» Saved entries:
______________________________

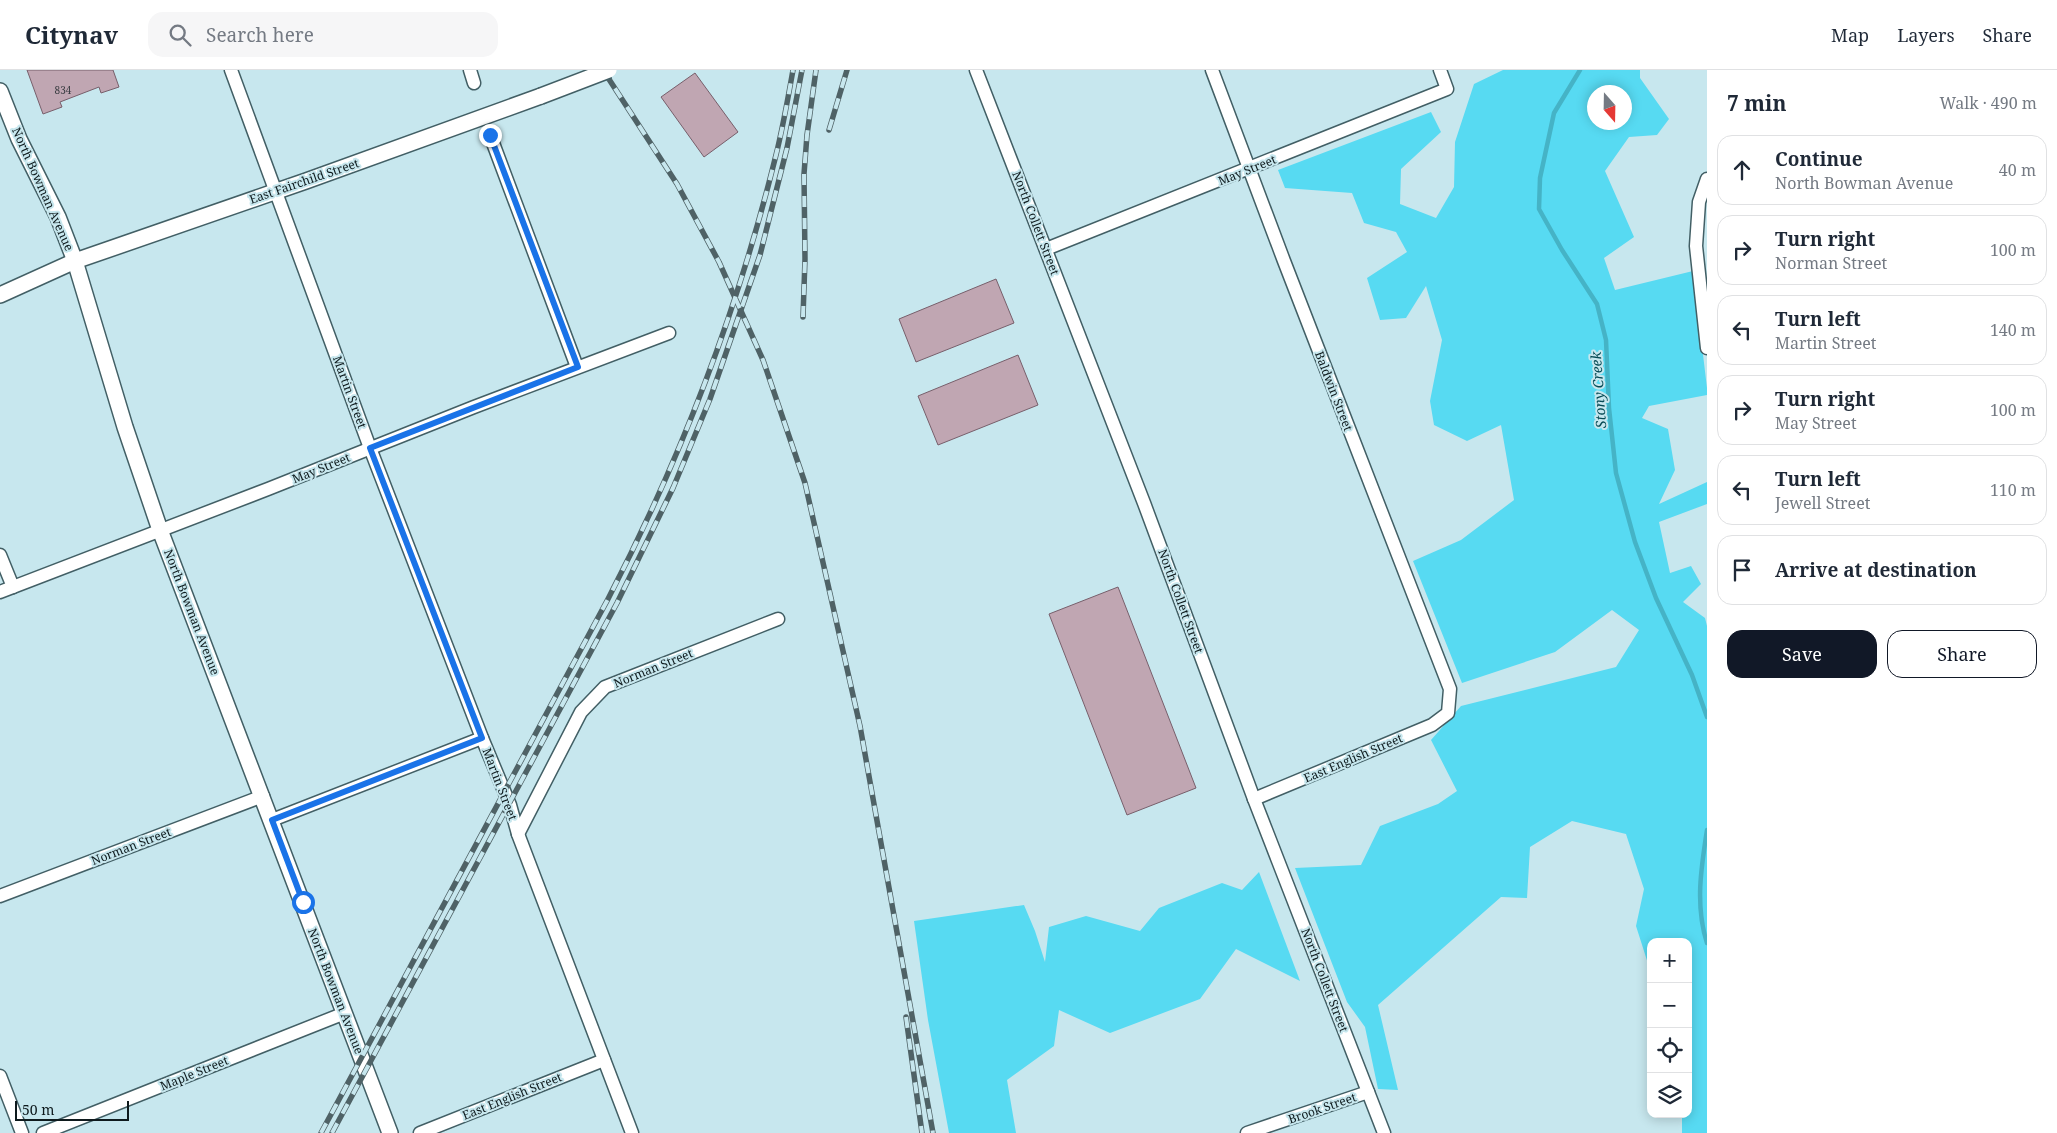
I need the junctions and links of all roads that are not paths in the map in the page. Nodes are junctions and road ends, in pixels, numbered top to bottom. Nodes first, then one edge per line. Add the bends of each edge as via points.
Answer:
1 (231, 70) edge
2 (470, 70) edge
3 (609, 70) edge
4 (976, 70) edge
5 (1212, 70) edge
6 (1440, 70) edge
7 (474, 83) dead end
8 (0, 91) edge
9 (490, 135) dead end
10 (1250, 169) junction
11 (1707, 179) edge
12 (275, 192) junction
13 (1046, 249) junction
14 (75, 261) junction
15 (0, 295) edge
16 (669, 333) dead end
17 (1707, 348) edge
18 (578, 367) junction
19 (370, 448) junction
20 (160, 530) junction
21 (0, 555) edge
22 (13, 587) junction
23 (0, 592) edge
24 (778, 619) dead end
25 (1448, 712) joint
26 (482, 738) junction
27 (263, 796) junction
28 (1254, 799) junction
29 (272, 820) junction
30 (518, 834) junction
31 (0, 896) edge
32 (345, 1014) junction
33 (604, 1060) junction
34 (0, 1076) edge
35 (1368, 1092) junction
36 (22, 1133) edge
37 (43, 1133) edge
38 (390, 1133) edge
39 (420, 1133) edge
40 (632, 1133) edge
41 (1247, 1133) edge
42 (1384, 1133) edge

1 - 12 street, Martin Street
2 - 7 street
3 - 12 street, East Fairchild Street, bridge
4 - 13 street, North Collett Street
5 - 10 street, Baldwin Street
6 - 10 street, May Street via 1447,89
8 - 14 street, North Bowman Avenue
9 - 18 street
10 - 13 street, May Street
10 - 25 street, Baldwin Street via 1450,689
11 - 17 street via 1699,202 1696,246
12 - 14 street, East Fairchild Street
12 - 19 street, Martin Street
13 - 28 street, North Collett Street
14 - 15 street, East Fairchild Street
14 - 20 street, North Bowman Avenue
16 - 18 street, May Street
18 - 19 street, May Street
19 - 20 street, May Street
19 - 26 street, Martin Street
20 - 22 street, May Street
20 - 27 street, North Bowman Avenue
21 - 22 street
22 - 23 street, May Street
24 - 30 street, Norman Street via 605,687 581,712
25 - 28 street, East English Street via 1432,725
26 - 29 street
26 - 30 street, Martin Street via 510,805
27 - 29 street, North Bowman Avenue
27 - 31 street, Norman Street
28 - 35 street, North Collett Street
29 - 32 street, North Bowman Avenue
30 - 33 street, Martin Street
32 - 37 street, Maple Street
32 - 38 street, North Bowman Avenue
33 - 39 street, East English Street
33 - 40 street, Martin Street
34 - 36 street
35 - 41 street, Brook Street
35 - 42 street, North Collett Street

______________________________

» Your goal: Out of the entries, report each line that contains the word "East".

» Solution below:
3 - 12 street, East Fairchild Street, bridge
12 - 14 street, East Fairchild Street
14 - 15 street, East Fairchild Street
25 - 28 street, East English Street via 1432,725
33 - 39 street, East English Street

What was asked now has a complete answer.